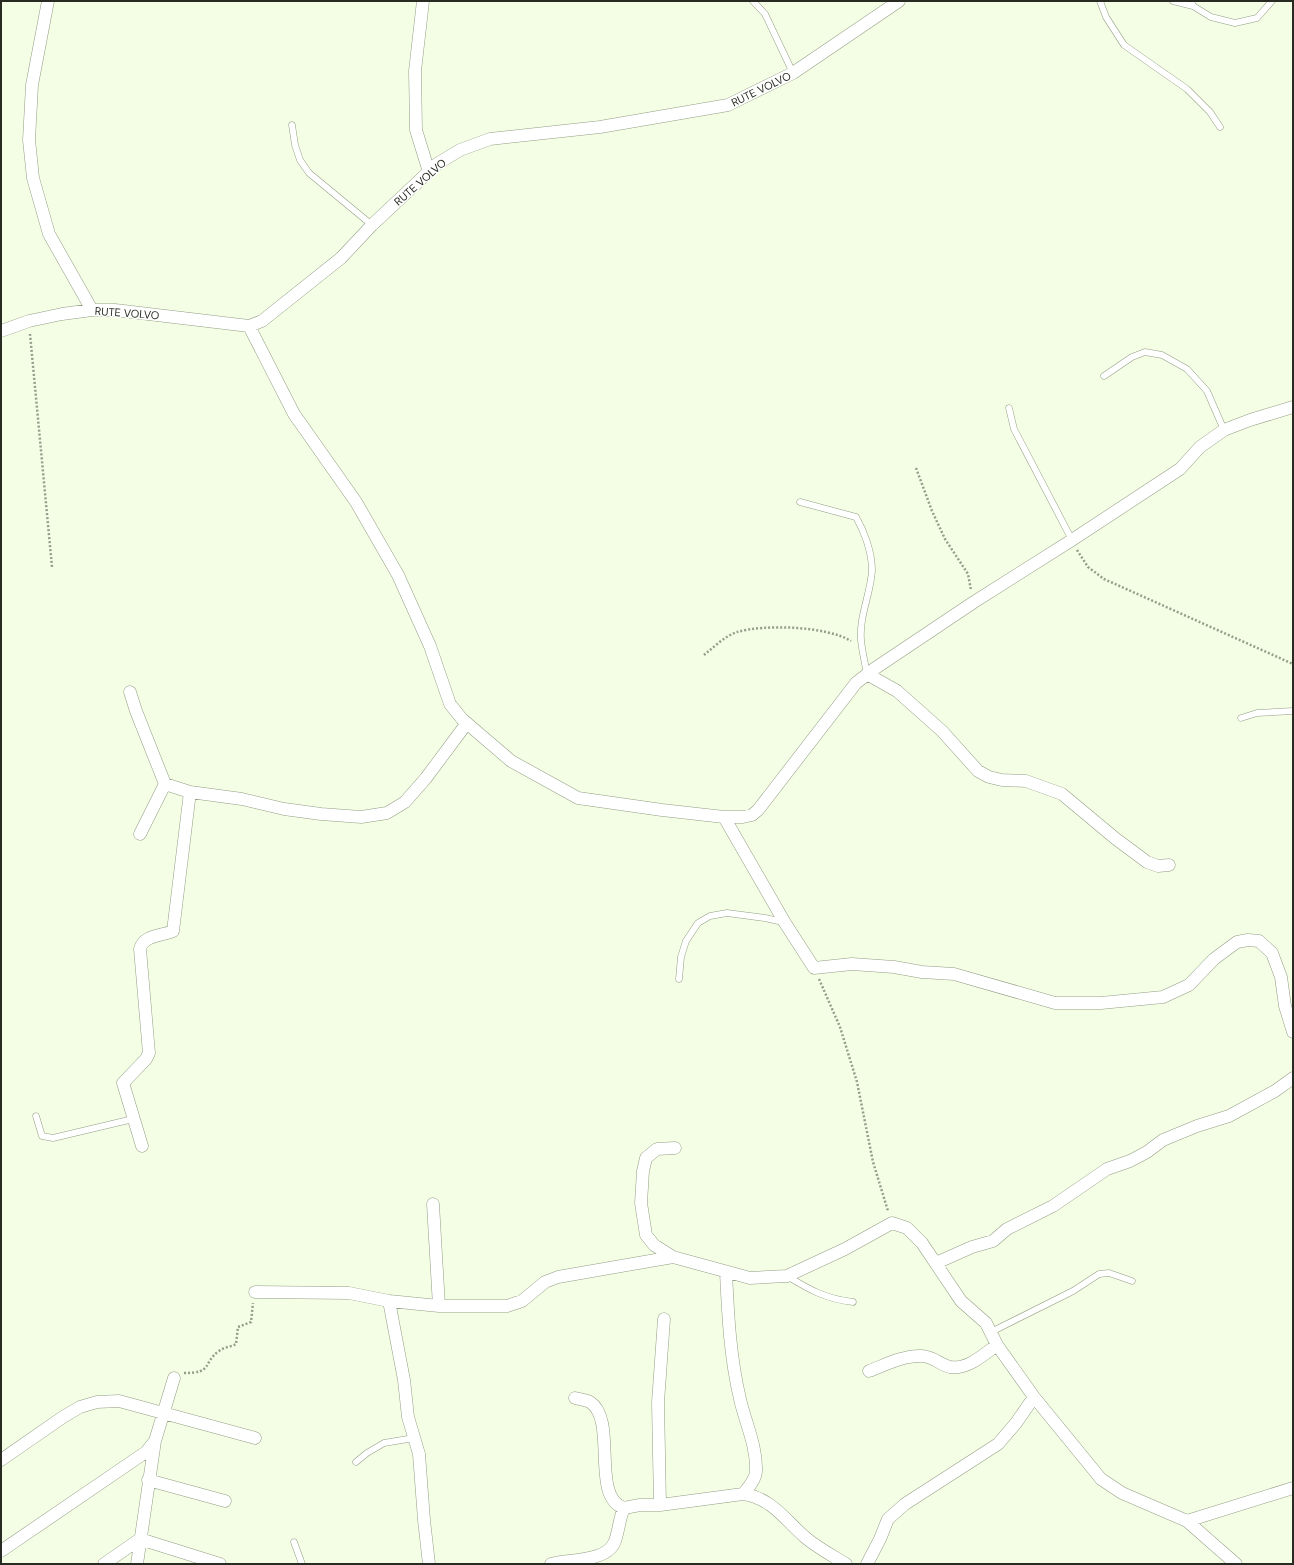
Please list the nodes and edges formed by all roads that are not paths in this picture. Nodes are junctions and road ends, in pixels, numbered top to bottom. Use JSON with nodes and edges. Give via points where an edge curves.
{"nodes":[{"id":1,"x":423,"y":1,"type":"edge"},
{"id":2,"x":753,"y":1,"type":"edge"},
{"id":3,"x":899,"y":1,"type":"edge"},
{"id":4,"x":1100,"y":1,"type":"edge"},
{"id":5,"x":1173,"y":1,"type":"edge"},
{"id":6,"x":1272,"y":1,"type":"edge"},
{"id":7,"x":46,"y":2,"type":"edge"},
{"id":8,"x":1192,"y":4,"type":"edge"},
{"id":9,"x":793,"y":74,"type":"junction"},
{"id":10,"x":292,"y":125,"type":"dead end"},
{"id":11,"x":1220,"y":127,"type":"dead end"},
{"id":12,"x":429,"y":172,"type":"junction"},
{"id":13,"x":372,"y":225,"type":"junction"},
{"id":14,"x":92,"y":310,"type":"junction"},
{"id":15,"x":249,"y":326,"type":"junction"},
{"id":16,"x":1,"y":331,"type":"edge"},
{"id":17,"x":1104,"y":376,"type":"dead end"},
{"id":18,"x":1293,"y":407,"type":"edge"},
{"id":19,"x":1009,"y":408,"type":"dead end"},
{"id":20,"x":1224,"y":430,"type":"junction"},
{"id":21,"x":800,"y":502,"type":"dead end"},
{"id":22,"x":1072,"y":540,"type":"junction"},
{"id":23,"x":867,"y":674,"type":"junction"},
{"id":24,"x":130,"y":692,"type":"dead end"},
{"id":25,"x":1293,"y":711,"type":"edge"},
{"id":26,"x":1241,"y":718,"type":"dead end"},
{"id":27,"x":467,"y":723,"type":"junction"},
{"id":28,"x":165,"y":784,"type":"junction"},
{"id":29,"x":190,"y":792,"type":"junction"},
{"id":30,"x":724,"y":816,"type":"junction"},
{"id":31,"x":140,"y":834,"type":"dead end"},
{"id":32,"x":1169,"y":865,"type":"dead end"},
{"id":33,"x":785,"y":923,"type":"junction"},
{"id":34,"x":680,"y":979,"type":"dead end"},
{"id":35,"x":1293,"y":1032,"type":"edge"},
{"id":36,"x":1293,"y":1078,"type":"edge"},
{"id":37,"x":36,"y":1116,"type":"dead end"},
{"id":38,"x":133,"y":1119,"type":"junction"},
{"id":39,"x":142,"y":1146,"type":"dead end"},
{"id":40,"x":675,"y":1148,"type":"dead end"},
{"id":41,"x":432,"y":1204,"type":"dead end"},
{"id":42,"x":673,"y":1257,"type":"junction"},
{"id":43,"x":936,"y":1263,"type":"junction"},
{"id":44,"x":726,"y":1272,"type":"junction"},
{"id":45,"x":787,"y":1276,"type":"junction"},
{"id":46,"x":1132,"y":1281,"type":"dead end"},
{"id":47,"x":255,"y":1292,"type":"road end"},
{"id":48,"x":389,"y":1301,"type":"junction"},
{"id":49,"x":853,"y":1302,"type":"dead end"},
{"id":50,"x":439,"y":1306,"type":"junction"},
{"id":51,"x":664,"y":1319,"type":"dead end"},
{"id":52,"x":991,"y":1332,"type":"junction"},
{"id":53,"x":997,"y":1344,"type":"junction"},
{"id":54,"x":869,"y":1371,"type":"dead end"},
{"id":55,"x":174,"y":1378,"type":"road end"},
{"id":56,"x":1034,"y":1397,"type":"junction"},
{"id":57,"x":575,"y":1398,"type":"dead end"},
{"id":58,"x":163,"y":1414,"type":"junction"},
{"id":59,"x":255,"y":1438,"type":"dead end"},
{"id":60,"x":414,"y":1438,"type":"junction"},
{"id":61,"x":155,"y":1441,"type":"junction"},
{"id":62,"x":1,"y":1460,"type":"edge"},
{"id":63,"x":356,"y":1462,"type":"dead end"},
{"id":64,"x":148,"y":1480,"type":"junction"},
{"id":65,"x":1293,"y":1488,"type":"edge"},
{"id":66,"x":743,"y":1494,"type":"junction"},
{"id":67,"x":225,"y":1501,"type":"dead end"},
{"id":68,"x":660,"y":1505,"type":"junction"},
{"id":69,"x":624,"y":1508,"type":"junction"},
{"id":70,"x":1186,"y":1521,"type":"junction"},
{"id":71,"x":140,"y":1540,"type":"junction"},
{"id":72,"x":294,"y":1542,"type":"dead end"},
{"id":73,"x":1,"y":1551,"type":"edge"},
{"id":74,"x":104,"y":1564,"type":"edge"},
{"id":75,"x":137,"y":1564,"type":"edge"},
{"id":76,"x":220,"y":1564,"type":"edge"},
{"id":77,"x":302,"y":1564,"type":"edge"},
{"id":78,"x":429,"y":1564,"type":"edge"},
{"id":79,"x":551,"y":1564,"type":"edge"},
{"id":80,"x":846,"y":1564,"type":"edge"},
{"id":81,"x":867,"y":1564,"type":"edge"},
{"id":82,"x":1236,"y":1564,"type":"edge"}],
"edges":[{"from":1,"to":12,"type":"street","via":[[415,71],[416,130]]},
{"from":2,"to":9,"type":"lane","via":[[765,14]]},
{"from":3,"to":9,"type":"street","name":"RUTE VOLVO"},
{"from":4,"to":11,"type":"lane","via":[[1106,17],[1124,45],[1187,89],[1210,112]]},
{"from":5,"to":8,"type":"lane"},
{"from":6,"to":8,"type":"lane","via":[[1257,18],[1235,23],[1211,17]]},
{"from":7,"to":14,"type":"street","via":[[32,85],[29,140],[33,178],[49,234]]},
{"from":9,"to":12,"type":"street","name":"RUTE VOLVO","via":[[728,105],[600,127],[490,139],[460,150]]},
{"from":10,"to":13,"type":"lane","via":[[300,160],[309,172]]},
{"from":12,"to":13,"type":"street","name":"RUTE VOLVO"},
{"from":13,"to":15,"type":"street","name":"RUTE VOLVO","via":[[341,258],[262,321]]},
{"from":14,"to":15,"type":"street","name":"RUTE VOLVO","via":[[115,310]]},
{"from":14,"to":16,"type":"street","name":"RUTE VOLVO","via":[[29,321]]},
{"from":15,"to":27,"type":"street","via":[[294,414],[356,502],[398,575],[430,646],[450,704]]},
{"from":17,"to":20,"type":"lane","via":[[1132,357],[1145,352],[1162,355],[1187,369],[1207,391]]},
{"from":18,"to":20,"type":"street"},
{"from":19,"to":22,"type":"lane","via":[[1014,429]]},
{"from":20,"to":22,"type":"street","via":[[1200,447],[1180,469]]},
{"from":21,"to":23,"type":"lane","via":[[856,516],[861,525],[872,570],[863,613],[861,640]]},
{"from":22,"to":23,"type":"street"},
{"from":23,"to":30,"type":"street","via":[[856,683],[758,810],[744,817]]},
{"from":23,"to":32,"type":"street","via":[[897,691],[942,731],[978,771],[1002,780],[1026,781],[1062,794],[1147,862],[1158,866]]},
{"from":24,"to":28,"type":"street"},
{"from":25,"to":26,"type":"lane","via":[[1257,713]]},
{"from":27,"to":29,"type":"street","via":[[405,802],[387,813],[361,817],[320,814]]},
{"from":27,"to":30,"type":"street","via":[[511,761],[578,798]]},
{"from":28,"to":29,"type":"street"},
{"from":28,"to":31,"type":"street"},
{"from":29,"to":38,"type":"street","via":[[173,931],[145,939],[140,949],[149,1053],[123,1083]]},
{"from":30,"to":33,"type":"street"},
{"from":33,"to":34,"type":"lane","via":[[727,912],[710,916],[698,923],[686,941],[681,957]]},
{"from":33,"to":35,"type":"street","via":[[814,968],[852,964],[954,974],[1055,1003],[1101,1003],[1163,997],[1189,985],[1214,959],[1237,942],[1259,941],[1272,952],[1281,977],[1285,1006]]},
{"from":36,"to":43,"type":"street","via":[[1229,1116],[1163,1140],[1130,1161],[1107,1169],[1053,1206],[1007,1229],[993,1240]]},
{"from":37,"to":38,"type":"lane","via":[[42,1136],[53,1138]]},
{"from":38,"to":39,"type":"street"},
{"from":40,"to":42,"type":"street","via":[[657,1149],[646,1158],[642,1203],[646,1235],[654,1245]]},
{"from":41,"to":50,"type":"street"},
{"from":42,"to":44,"type":"street"},
{"from":42,"to":50,"type":"street","via":[[558,1277],[545,1282],[522,1301],[507,1306]]},
{"from":43,"to":45,"type":"street","via":[[907,1228],[892,1223],[846,1249]]},
{"from":43,"to":52,"type":"street","via":[[961,1301],[986,1323]]},
{"from":44,"to":45,"type":"street","via":[[750,1278]]},
{"from":44,"to":66,"type":"street","via":[[729,1332],[740,1399],[754,1450],[756,1472]]},
{"from":45,"to":49,"type":"lane","via":[[836,1300]]},
{"from":46,"to":52,"type":"lane","via":[[1099,1274],[1073,1291]]},
{"from":47,"to":48,"type":"street","via":[[349,1294]]},
{"from":48,"to":50,"type":"street"},
{"from":48,"to":60,"type":"street","via":[[404,1380],[408,1417]]},
{"from":51,"to":68,"type":"street","via":[[658,1402]]},
{"from":52,"to":53,"type":"street"},
{"from":53,"to":54,"type":"street","via":[[972,1363],[959,1366],[950,1367],[930,1356],[921,1356],[910,1357]]},
{"from":53,"to":56,"type":"street"},
{"from":55,"to":58,"type":"street"},
{"from":56,"to":70,"type":"street","via":[[1101,1479],[1122,1493]]},
{"from":56,"to":81,"type":"street","via":[[998,1444],[905,1504],[888,1519]]},
{"from":57,"to":69,"type":"street","via":[[590,1402],[599,1412],[604,1434],[607,1487],[612,1501]]},
{"from":58,"to":59,"type":"street"},
{"from":58,"to":61,"type":"street"},
{"from":58,"to":62,"type":"street","via":[[119,1401],[97,1402],[80,1407],[62,1417]]},
{"from":60,"to":63,"type":"lane","via":[[384,1443]]},
{"from":60,"to":78,"type":"street","via":[[419,1454]]},
{"from":61,"to":64,"type":"street"},
{"from":61,"to":73,"type":"street","via":[[146,1452]]},
{"from":64,"to":67,"type":"street"},
{"from":64,"to":71,"type":"street"},
{"from":65,"to":70,"type":"street"},
{"from":66,"to":68,"type":"street"},
{"from":66,"to":80,"type":"street","via":[[774,1506],[807,1539]]},
{"from":68,"to":69,"type":"street"},
{"from":69,"to":79,"type":"street","via":[[615,1542],[606,1553]]},
{"from":70,"to":82,"type":"street"},
{"from":71,"to":74,"type":"street"},
{"from":71,"to":75,"type":"street"},
{"from":71,"to":76,"type":"street"},
{"from":72,"to":77,"type":"lane"}]}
------------------------------------------------
Tally each line above that includes "nodes". Reply with the total only.

■ **Answer below**
2